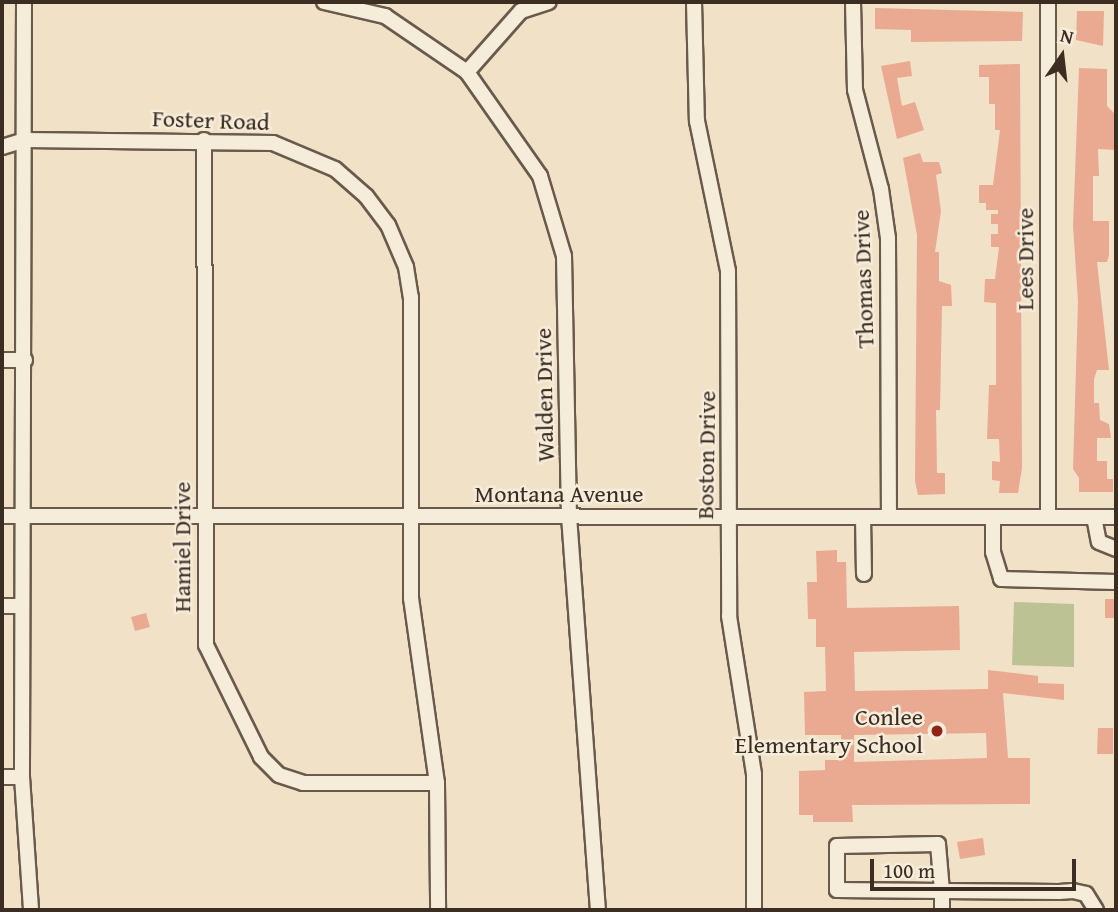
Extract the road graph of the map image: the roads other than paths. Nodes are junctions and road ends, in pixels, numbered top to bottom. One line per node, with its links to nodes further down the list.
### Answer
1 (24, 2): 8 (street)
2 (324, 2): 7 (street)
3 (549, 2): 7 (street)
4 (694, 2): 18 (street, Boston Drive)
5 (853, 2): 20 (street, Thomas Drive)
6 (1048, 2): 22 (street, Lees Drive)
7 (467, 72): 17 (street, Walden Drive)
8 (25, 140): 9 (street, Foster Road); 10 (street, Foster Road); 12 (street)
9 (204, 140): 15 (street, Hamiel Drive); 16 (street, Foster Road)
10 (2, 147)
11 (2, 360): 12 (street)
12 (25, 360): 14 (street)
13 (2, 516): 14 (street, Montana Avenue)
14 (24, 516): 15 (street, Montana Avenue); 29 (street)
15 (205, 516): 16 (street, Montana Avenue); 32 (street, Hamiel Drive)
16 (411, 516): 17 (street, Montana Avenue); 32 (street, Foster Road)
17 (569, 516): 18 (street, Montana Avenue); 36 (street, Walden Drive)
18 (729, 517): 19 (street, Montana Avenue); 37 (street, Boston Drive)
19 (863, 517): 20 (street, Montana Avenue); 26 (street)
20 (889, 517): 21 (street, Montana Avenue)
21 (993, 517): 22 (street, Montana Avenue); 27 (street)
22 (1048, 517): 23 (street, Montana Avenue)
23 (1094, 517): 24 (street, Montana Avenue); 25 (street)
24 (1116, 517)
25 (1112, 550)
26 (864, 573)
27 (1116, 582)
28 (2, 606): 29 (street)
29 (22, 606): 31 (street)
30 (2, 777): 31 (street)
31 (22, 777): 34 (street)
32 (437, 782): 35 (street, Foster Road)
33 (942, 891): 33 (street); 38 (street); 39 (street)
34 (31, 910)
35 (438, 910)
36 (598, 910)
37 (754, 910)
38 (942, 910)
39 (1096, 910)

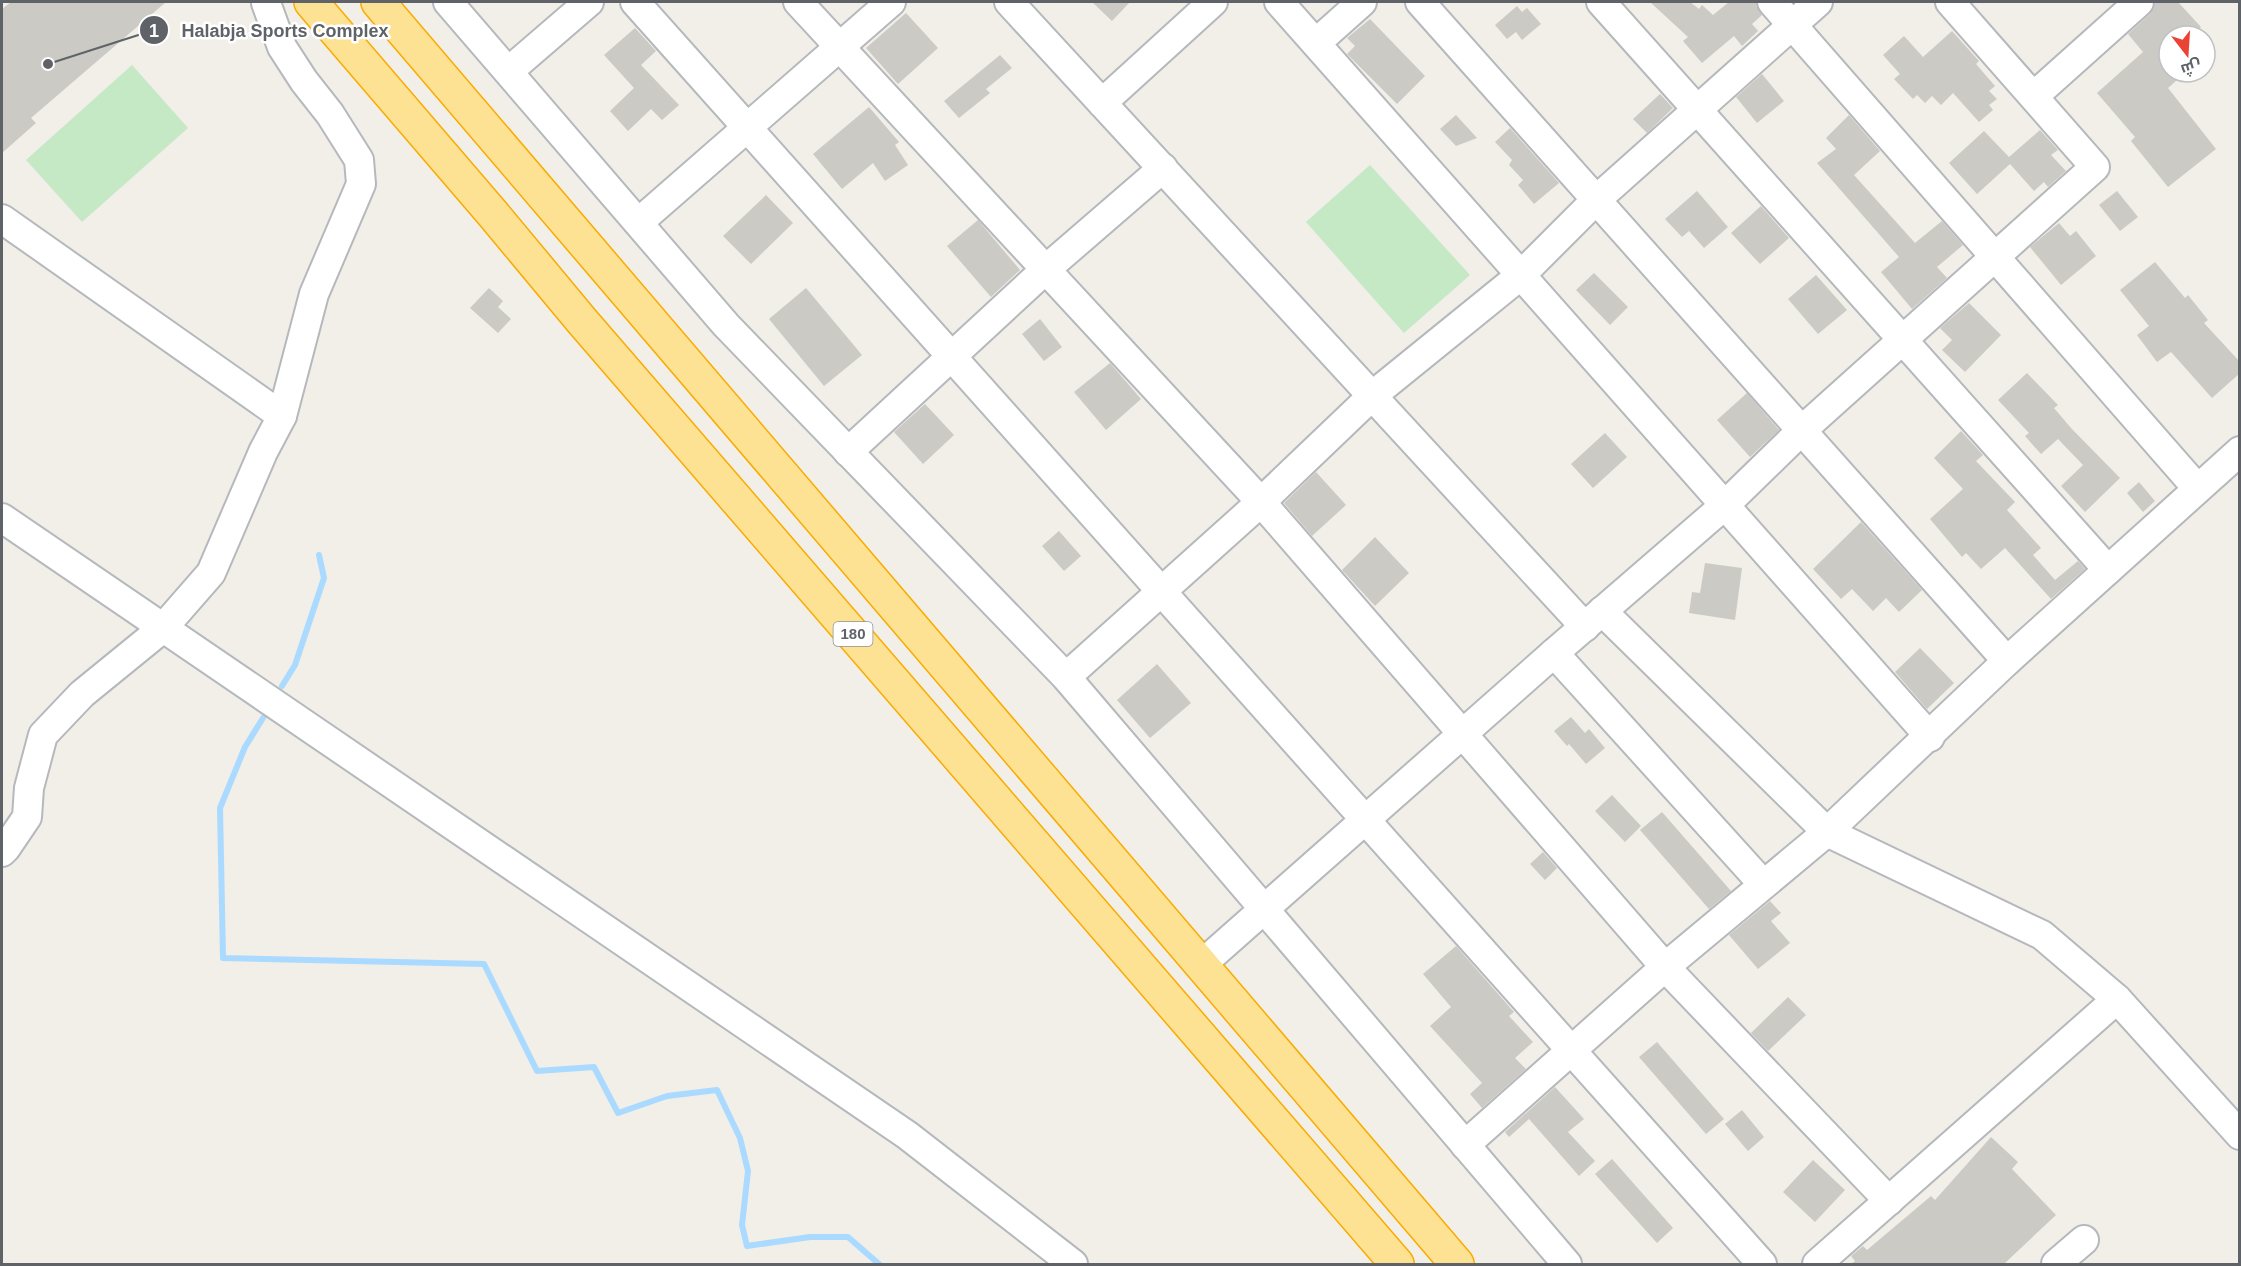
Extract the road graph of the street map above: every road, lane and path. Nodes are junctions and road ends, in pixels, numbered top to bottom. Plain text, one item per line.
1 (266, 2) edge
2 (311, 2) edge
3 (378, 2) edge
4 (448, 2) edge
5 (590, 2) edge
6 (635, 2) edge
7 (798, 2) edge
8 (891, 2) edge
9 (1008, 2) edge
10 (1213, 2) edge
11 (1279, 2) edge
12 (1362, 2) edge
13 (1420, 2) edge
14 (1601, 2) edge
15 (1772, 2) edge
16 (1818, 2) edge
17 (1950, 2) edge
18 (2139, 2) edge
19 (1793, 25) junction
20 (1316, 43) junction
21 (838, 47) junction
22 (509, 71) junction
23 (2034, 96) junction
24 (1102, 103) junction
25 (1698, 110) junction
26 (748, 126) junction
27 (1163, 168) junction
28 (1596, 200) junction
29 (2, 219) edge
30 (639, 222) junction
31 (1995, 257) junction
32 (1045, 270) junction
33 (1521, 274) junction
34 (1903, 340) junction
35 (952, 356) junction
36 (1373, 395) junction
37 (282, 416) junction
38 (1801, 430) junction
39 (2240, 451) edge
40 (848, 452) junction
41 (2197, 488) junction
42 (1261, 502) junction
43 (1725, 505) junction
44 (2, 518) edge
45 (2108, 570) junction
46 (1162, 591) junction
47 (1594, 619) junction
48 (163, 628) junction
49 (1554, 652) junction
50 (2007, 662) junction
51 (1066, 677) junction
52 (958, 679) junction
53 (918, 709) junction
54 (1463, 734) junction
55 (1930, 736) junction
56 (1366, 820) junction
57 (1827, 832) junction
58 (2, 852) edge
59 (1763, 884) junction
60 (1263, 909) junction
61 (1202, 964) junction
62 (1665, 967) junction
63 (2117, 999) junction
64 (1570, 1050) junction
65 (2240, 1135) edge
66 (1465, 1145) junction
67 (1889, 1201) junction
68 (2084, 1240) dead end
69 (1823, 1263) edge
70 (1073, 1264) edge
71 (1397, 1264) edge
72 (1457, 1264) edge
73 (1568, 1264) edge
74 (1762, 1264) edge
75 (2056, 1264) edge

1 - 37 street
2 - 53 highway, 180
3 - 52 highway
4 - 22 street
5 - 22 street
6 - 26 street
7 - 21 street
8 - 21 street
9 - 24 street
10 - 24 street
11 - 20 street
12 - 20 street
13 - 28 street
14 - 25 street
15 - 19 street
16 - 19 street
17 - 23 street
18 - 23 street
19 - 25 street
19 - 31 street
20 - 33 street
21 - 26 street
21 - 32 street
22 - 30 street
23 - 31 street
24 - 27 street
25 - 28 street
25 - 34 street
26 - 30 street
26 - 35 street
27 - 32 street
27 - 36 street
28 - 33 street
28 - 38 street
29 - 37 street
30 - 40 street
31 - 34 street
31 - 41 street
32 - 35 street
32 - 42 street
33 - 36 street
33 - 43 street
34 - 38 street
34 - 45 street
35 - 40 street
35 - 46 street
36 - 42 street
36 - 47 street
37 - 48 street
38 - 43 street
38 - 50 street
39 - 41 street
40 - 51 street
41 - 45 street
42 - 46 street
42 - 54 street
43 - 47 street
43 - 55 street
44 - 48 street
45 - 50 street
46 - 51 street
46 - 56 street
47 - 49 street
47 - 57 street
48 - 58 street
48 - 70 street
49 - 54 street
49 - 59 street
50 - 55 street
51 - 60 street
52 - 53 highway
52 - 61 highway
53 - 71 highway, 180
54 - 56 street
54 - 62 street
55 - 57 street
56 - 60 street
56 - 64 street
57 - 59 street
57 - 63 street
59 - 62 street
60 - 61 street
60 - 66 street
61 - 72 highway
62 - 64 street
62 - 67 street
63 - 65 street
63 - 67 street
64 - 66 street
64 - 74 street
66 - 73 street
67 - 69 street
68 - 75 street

==*==

Exercise goal
Copy each line of the listing that carries the word "pixels".

Result below
Extract the road graph of the map image: the roads other than paths. Nodes are junctions and road ends, in pixels, numbered top to bottom. One line per node, with its links to nodes further down the list.
Extract the road graph of the street map above: every road, lane and path. Nodes are junctions and road ends, in pixels, numbered top to bottom. Plain text, one item per line.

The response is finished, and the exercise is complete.